◆ **SUPPLIED DATA**:
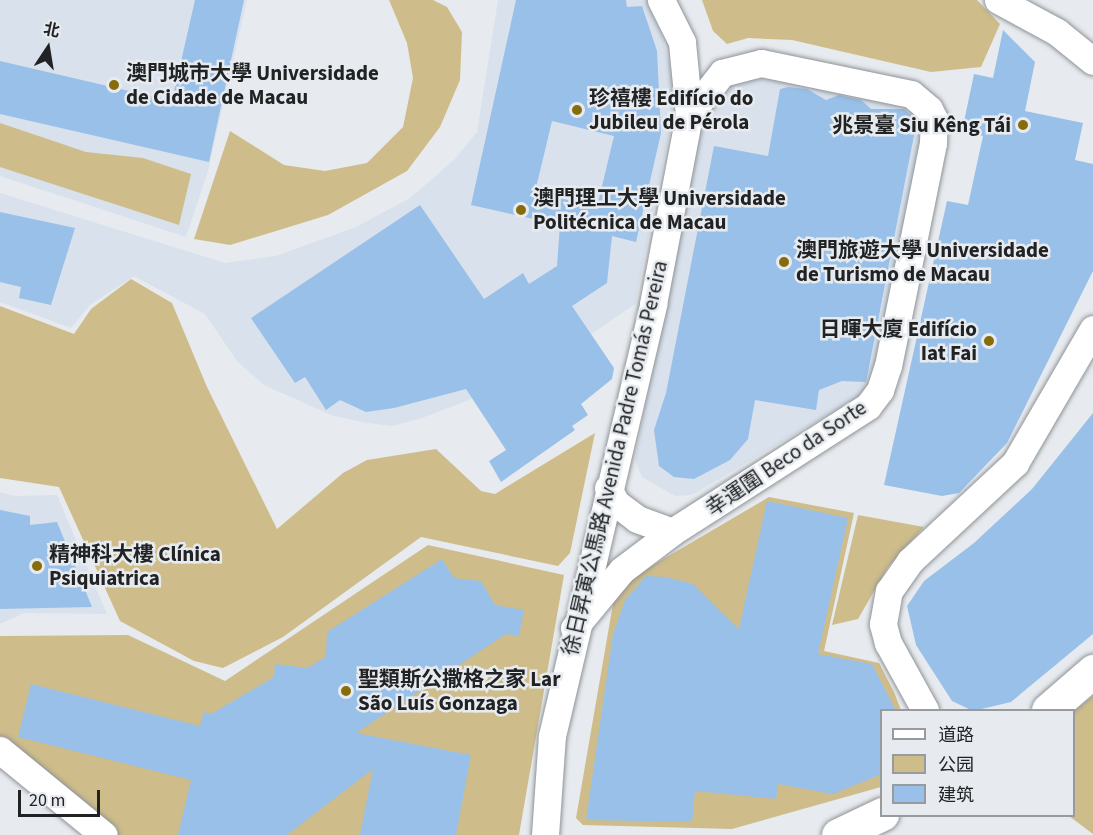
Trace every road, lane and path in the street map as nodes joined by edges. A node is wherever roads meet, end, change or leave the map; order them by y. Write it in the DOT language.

==

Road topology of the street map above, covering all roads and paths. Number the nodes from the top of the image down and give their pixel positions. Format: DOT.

---

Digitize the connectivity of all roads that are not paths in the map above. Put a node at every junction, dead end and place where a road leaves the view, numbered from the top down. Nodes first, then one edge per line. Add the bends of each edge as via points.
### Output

◆ **DESCRIPTION OF THE TASK**: Each line in the listing where the word "down" is found is to be copied.

◆ **WRITTEN ANSWER**:
Road topology of the street map above, covering all roads and paths. Number the nodes from the top of the image down and give their pixel positions. Format: DOT.
Digitize the connectivity of all roads that are not paths in the map above. Put a node at every junction, dead end and place where a road leaves the view, numbered from the top down. Nodes first, then one edge per line. Add the bends of each edge as via points.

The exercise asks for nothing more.